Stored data

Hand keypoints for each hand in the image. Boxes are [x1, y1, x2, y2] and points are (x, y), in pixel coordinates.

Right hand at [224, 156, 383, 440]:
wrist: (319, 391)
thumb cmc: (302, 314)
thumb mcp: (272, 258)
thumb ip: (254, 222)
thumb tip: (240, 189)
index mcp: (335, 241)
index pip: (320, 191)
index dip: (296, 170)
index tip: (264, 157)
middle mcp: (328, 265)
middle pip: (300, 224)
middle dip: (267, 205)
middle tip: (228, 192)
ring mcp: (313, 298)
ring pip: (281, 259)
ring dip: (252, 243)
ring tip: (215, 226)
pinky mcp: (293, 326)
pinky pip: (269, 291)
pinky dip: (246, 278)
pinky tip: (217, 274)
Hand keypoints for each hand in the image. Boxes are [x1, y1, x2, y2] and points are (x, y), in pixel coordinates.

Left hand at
---
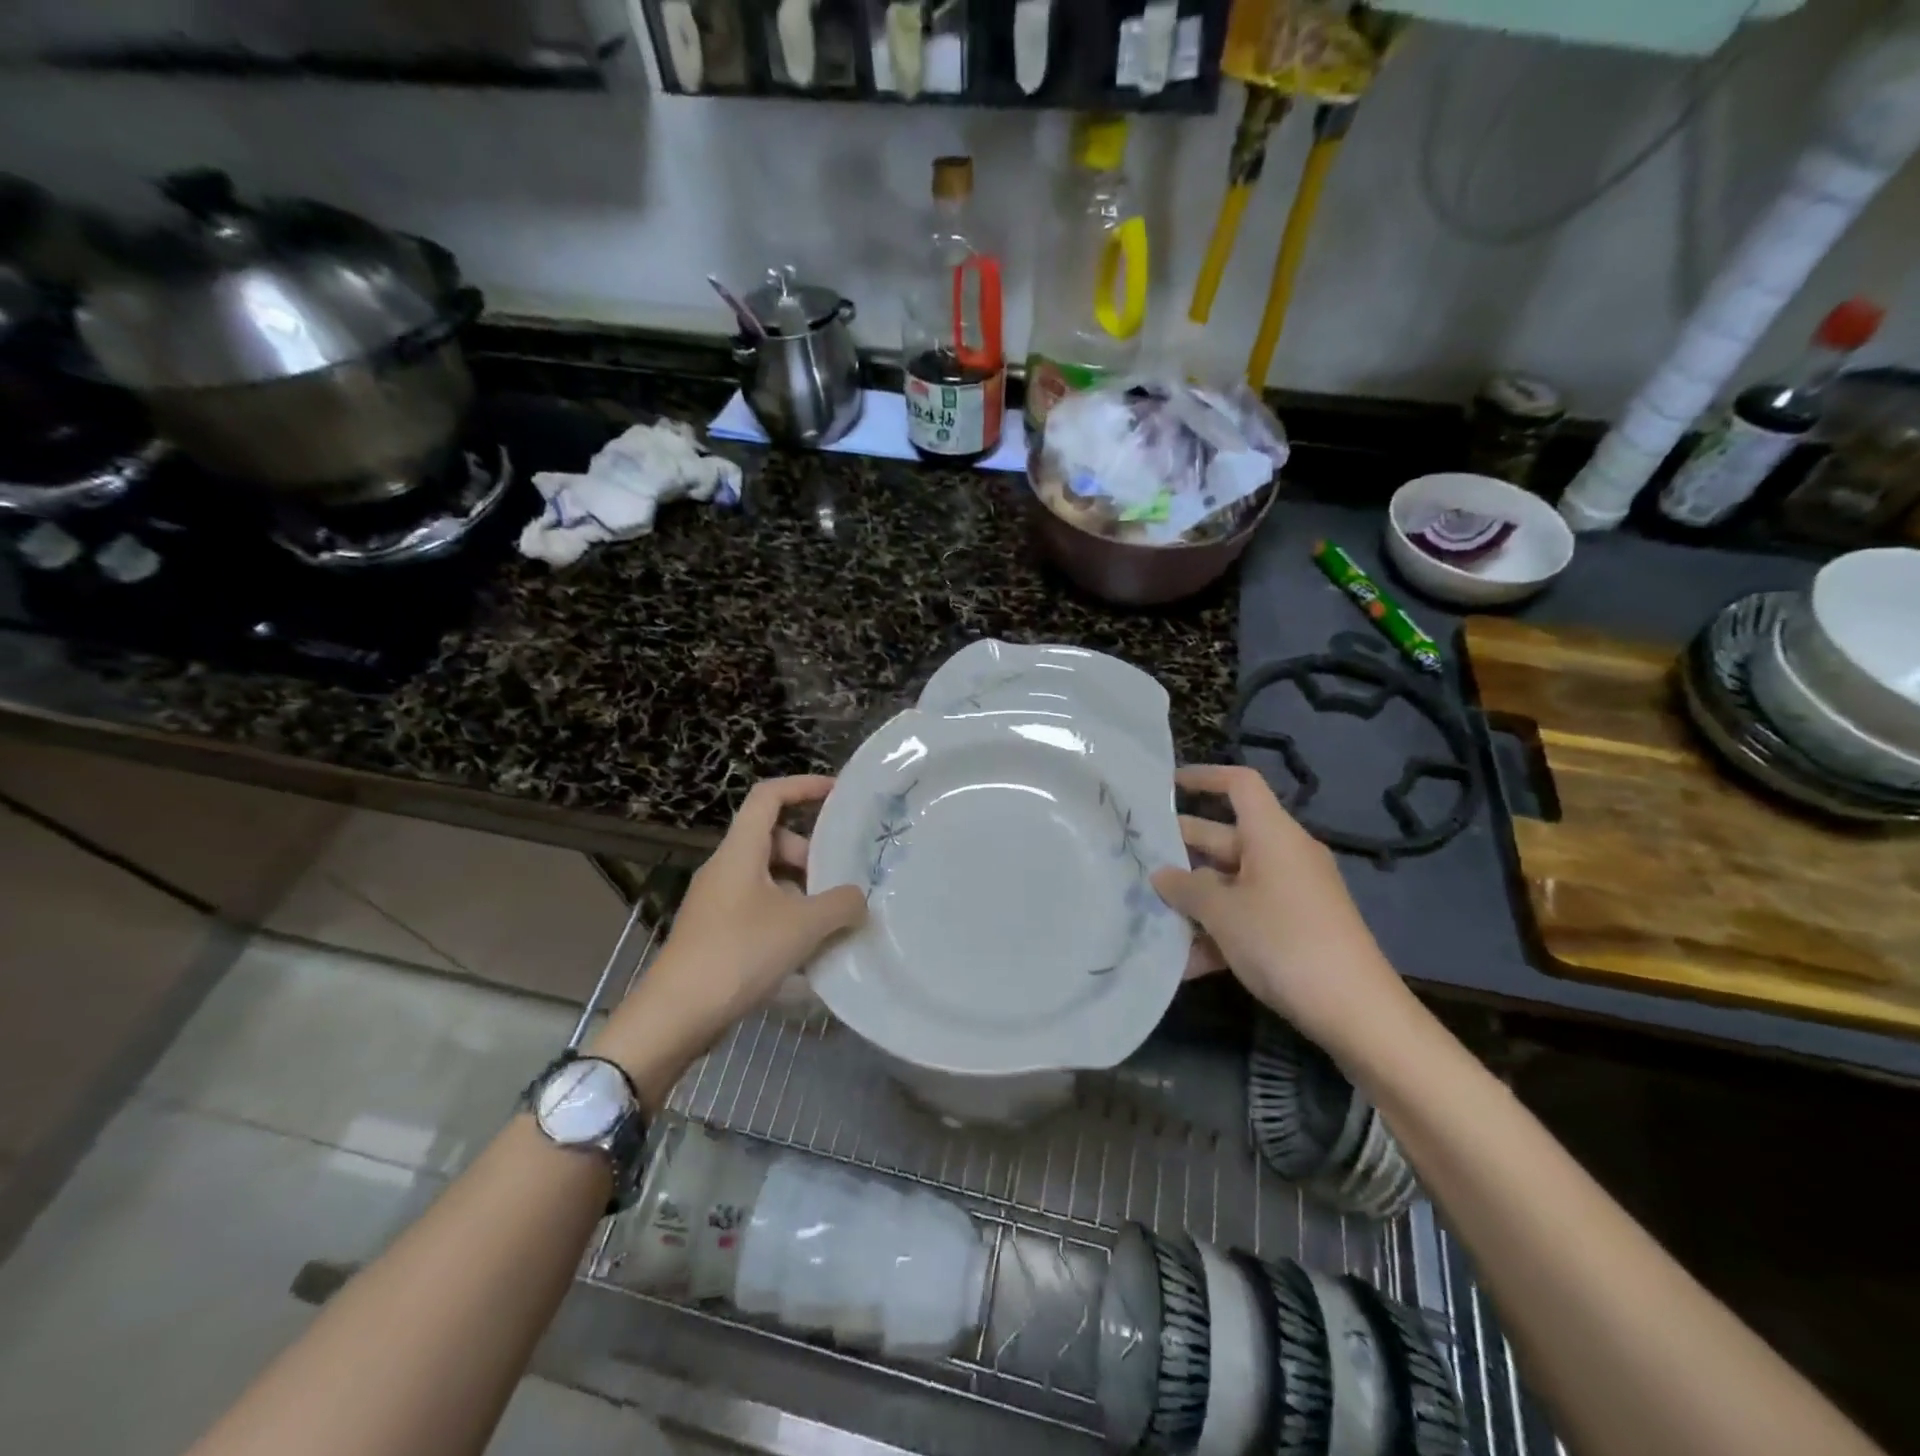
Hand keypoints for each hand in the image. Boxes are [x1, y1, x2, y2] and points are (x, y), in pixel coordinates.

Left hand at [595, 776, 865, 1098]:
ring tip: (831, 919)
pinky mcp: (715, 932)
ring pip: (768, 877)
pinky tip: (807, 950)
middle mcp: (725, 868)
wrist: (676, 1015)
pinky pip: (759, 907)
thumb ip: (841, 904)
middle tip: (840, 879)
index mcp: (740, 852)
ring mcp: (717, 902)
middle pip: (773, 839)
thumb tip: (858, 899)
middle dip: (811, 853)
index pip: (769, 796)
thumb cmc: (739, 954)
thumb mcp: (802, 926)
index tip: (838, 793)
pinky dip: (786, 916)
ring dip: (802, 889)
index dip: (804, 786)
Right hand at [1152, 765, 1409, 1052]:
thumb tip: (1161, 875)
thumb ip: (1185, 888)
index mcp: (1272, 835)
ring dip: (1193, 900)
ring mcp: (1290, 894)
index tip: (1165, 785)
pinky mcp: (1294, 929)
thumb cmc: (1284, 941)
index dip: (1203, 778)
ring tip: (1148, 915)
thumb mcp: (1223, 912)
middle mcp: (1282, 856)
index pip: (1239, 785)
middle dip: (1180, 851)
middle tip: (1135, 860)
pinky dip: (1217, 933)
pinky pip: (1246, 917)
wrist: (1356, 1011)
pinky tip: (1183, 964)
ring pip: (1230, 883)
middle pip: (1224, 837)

**WHAT TO PRODUCE:** Going through the entries above, count the lines that include "thumb" and state only the result.

**TASK OUTPUT:** 12